→ Directions for this task
Return the following from the records below: each line, word for word, starting with the line that contains "thumb cmc: (384, 551)" and going on through the line that contains "thumb ip: (690, 378)", with nothing outside that range.

→ Task inputs
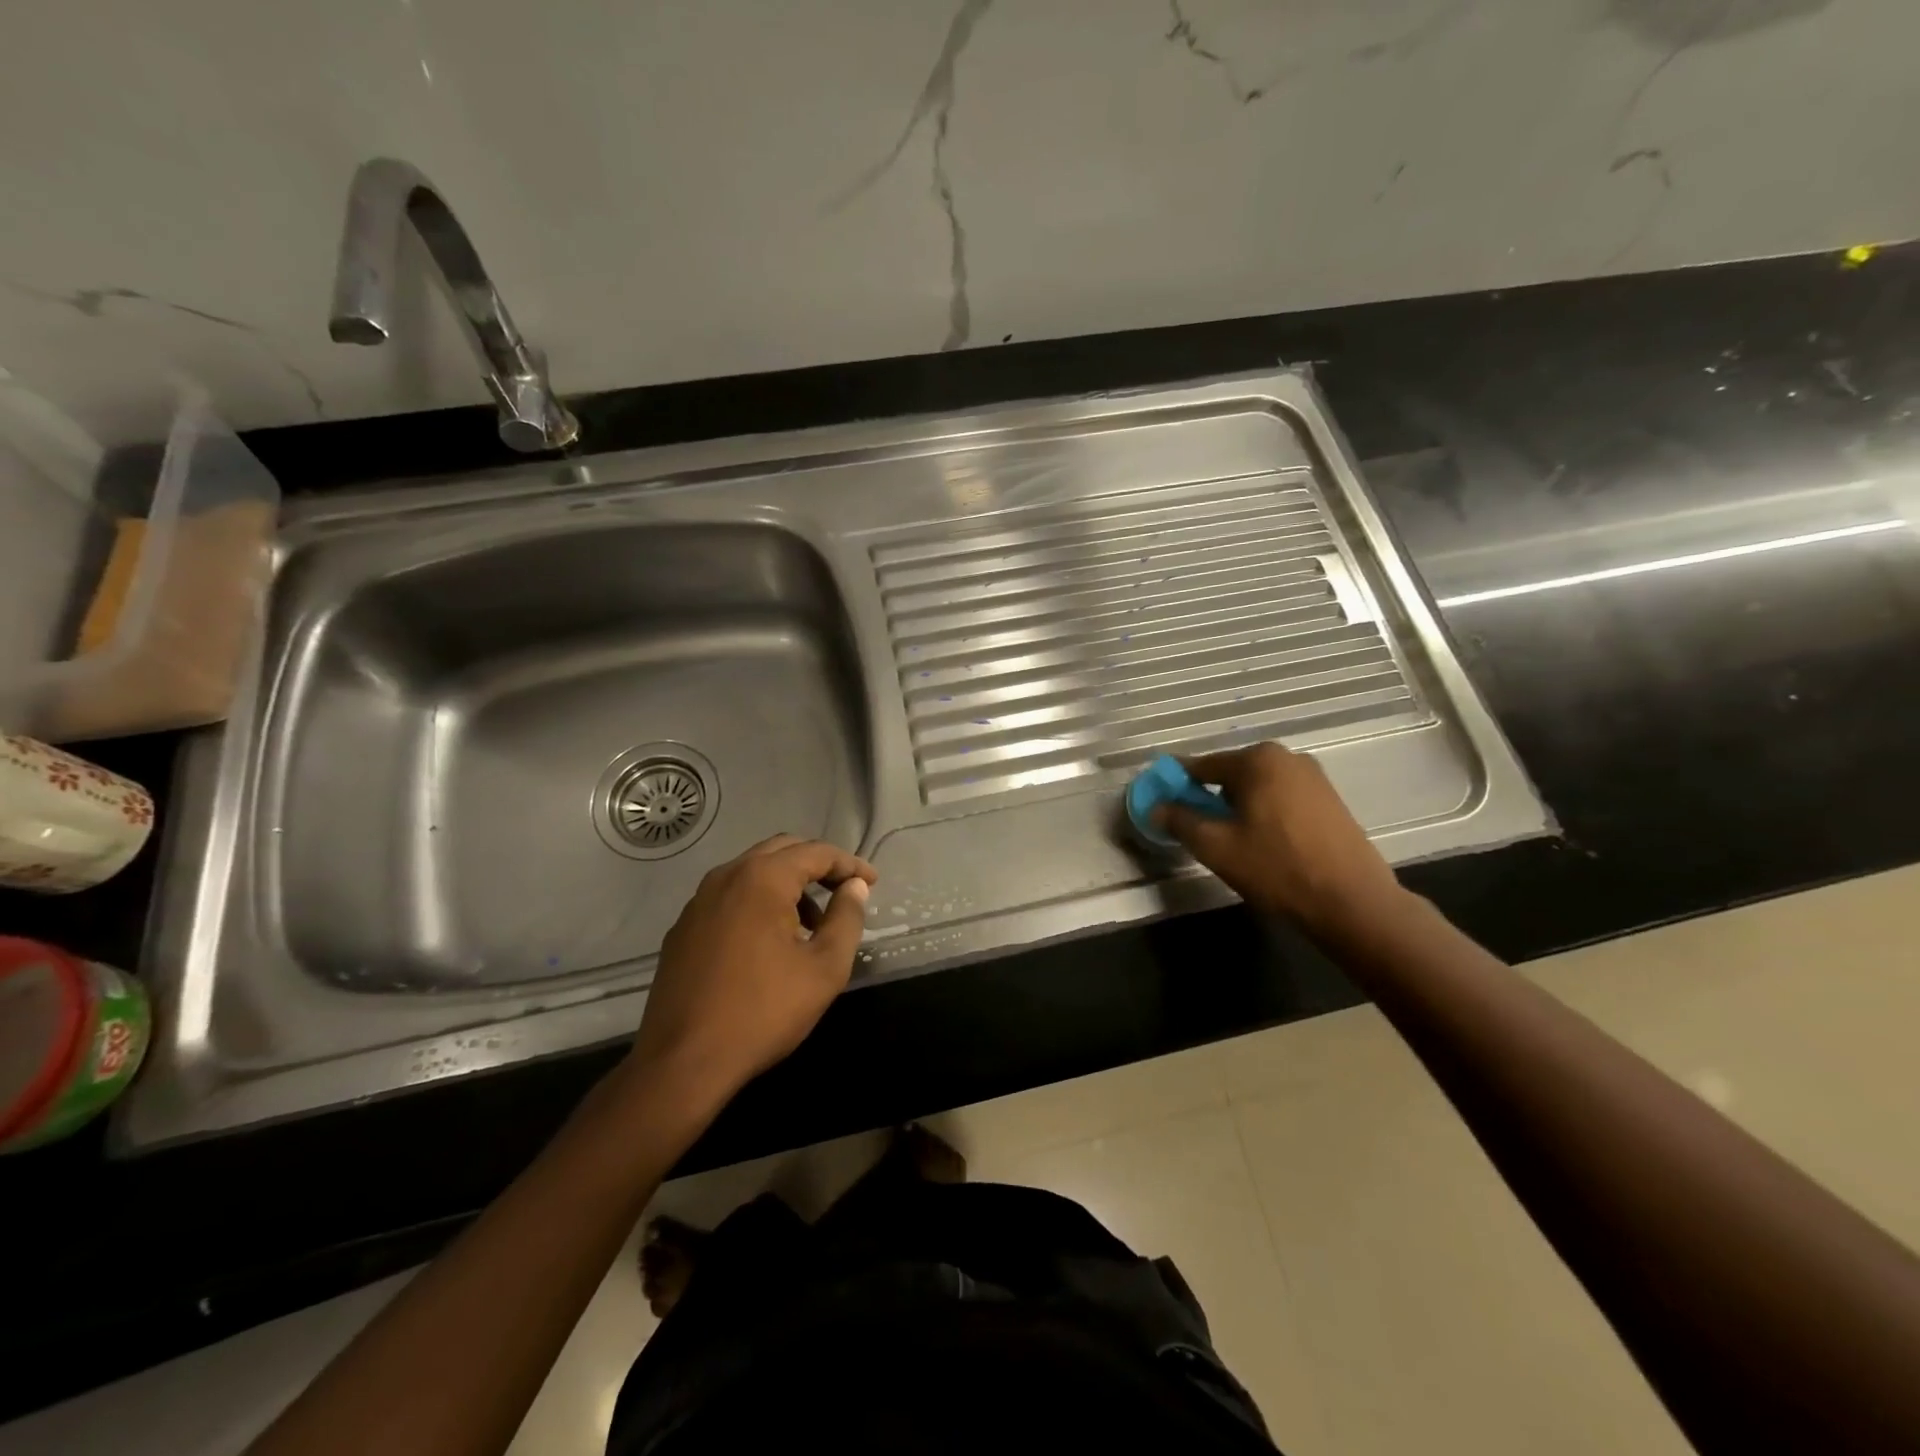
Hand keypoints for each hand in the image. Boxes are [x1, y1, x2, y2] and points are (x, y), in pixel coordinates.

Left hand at [630, 834, 876, 1100]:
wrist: (682, 1062)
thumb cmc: (763, 1012)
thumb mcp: (824, 968)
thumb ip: (846, 919)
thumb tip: (855, 887)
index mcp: (762, 879)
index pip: (815, 852)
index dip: (849, 863)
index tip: (872, 882)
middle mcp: (726, 877)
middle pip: (781, 851)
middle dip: (817, 866)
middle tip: (845, 891)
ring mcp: (698, 901)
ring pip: (753, 872)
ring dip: (788, 884)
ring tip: (812, 924)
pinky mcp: (683, 928)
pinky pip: (730, 897)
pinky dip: (759, 902)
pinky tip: (770, 942)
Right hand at [1155, 742, 1405, 936]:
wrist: (1352, 903)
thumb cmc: (1277, 868)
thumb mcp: (1215, 847)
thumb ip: (1179, 821)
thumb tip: (1156, 807)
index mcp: (1257, 759)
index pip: (1200, 766)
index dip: (1177, 786)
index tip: (1162, 806)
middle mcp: (1286, 757)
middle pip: (1230, 774)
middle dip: (1209, 798)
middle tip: (1199, 832)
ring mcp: (1313, 777)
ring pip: (1257, 788)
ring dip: (1238, 808)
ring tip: (1232, 842)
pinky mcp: (1330, 800)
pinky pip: (1281, 799)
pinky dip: (1264, 814)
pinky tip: (1264, 844)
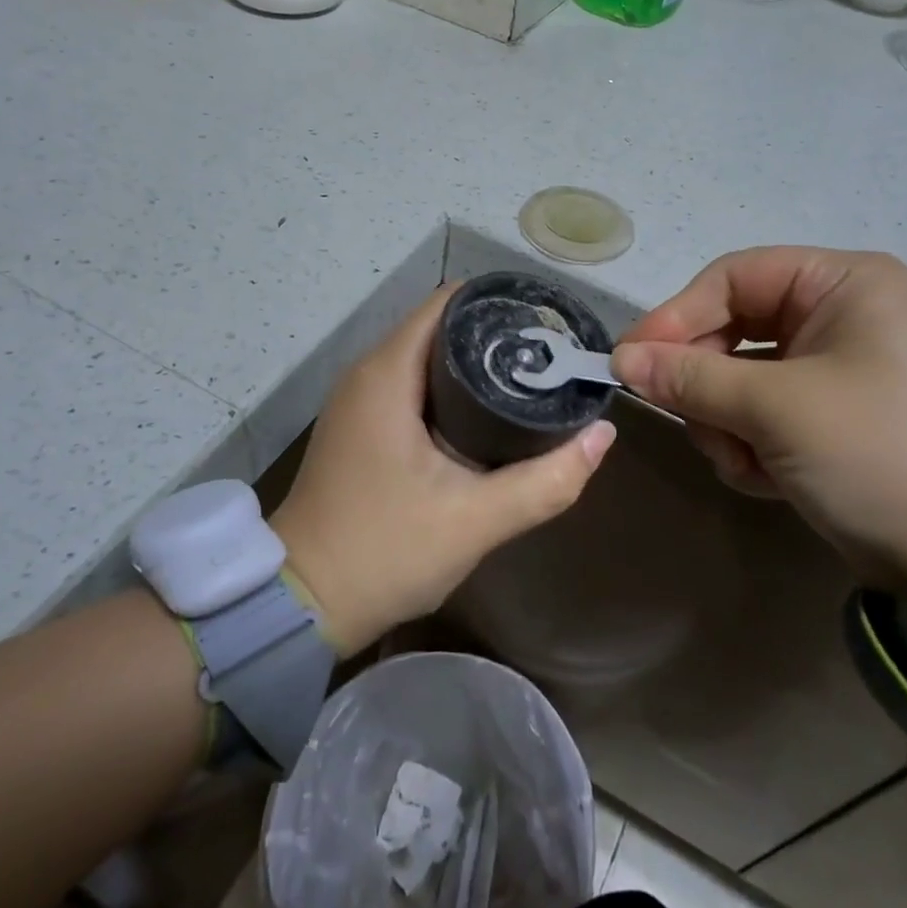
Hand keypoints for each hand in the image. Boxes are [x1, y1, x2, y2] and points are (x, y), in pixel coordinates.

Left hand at [271, 287, 616, 653]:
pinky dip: (450, 390)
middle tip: (549, 359)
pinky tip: (487, 416)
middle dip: (494, 337)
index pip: (447, 304)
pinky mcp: (361, 429)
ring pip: (426, 360)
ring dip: (473, 366)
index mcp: (387, 374)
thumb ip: (547, 480)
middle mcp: (368, 374)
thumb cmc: (384, 551)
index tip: (545, 327)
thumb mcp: (476, 520)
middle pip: (440, 328)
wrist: (303, 604)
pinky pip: (412, 387)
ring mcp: (360, 402)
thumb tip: (603, 435)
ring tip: (530, 381)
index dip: (498, 305)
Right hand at [612, 247, 906, 592]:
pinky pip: (769, 415)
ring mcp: (843, 371)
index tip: (628, 361)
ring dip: (730, 423)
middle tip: (690, 422)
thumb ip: (690, 378)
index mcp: (845, 283)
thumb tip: (621, 359)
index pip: (733, 278)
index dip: (676, 316)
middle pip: (735, 330)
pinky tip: (771, 480)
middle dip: (709, 384)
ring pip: (744, 379)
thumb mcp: (776, 408)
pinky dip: (756, 445)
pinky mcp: (839, 421)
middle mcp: (845, 316)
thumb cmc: (879, 452)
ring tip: (747, 464)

→ Completed task
thumb cmc: (384, 551)
index tip: (545, 327)
thumb mcp: (476, 520)
middle pip: (440, 328)
wrist: (303, 604)
pinky pip: (412, 387)
ring mcp: (360, 402)
thumb tip: (603, 435)
ring tip: (530, 381)
index dip: (498, 305)
Right hand at [612, 247, 906, 592]:
pinky pip: (769, 415)
ring mcp: (843, 371)
index tip: (628, 361)
ring dip: (730, 423)
middle tip: (690, 422)
thumb ip: (690, 378)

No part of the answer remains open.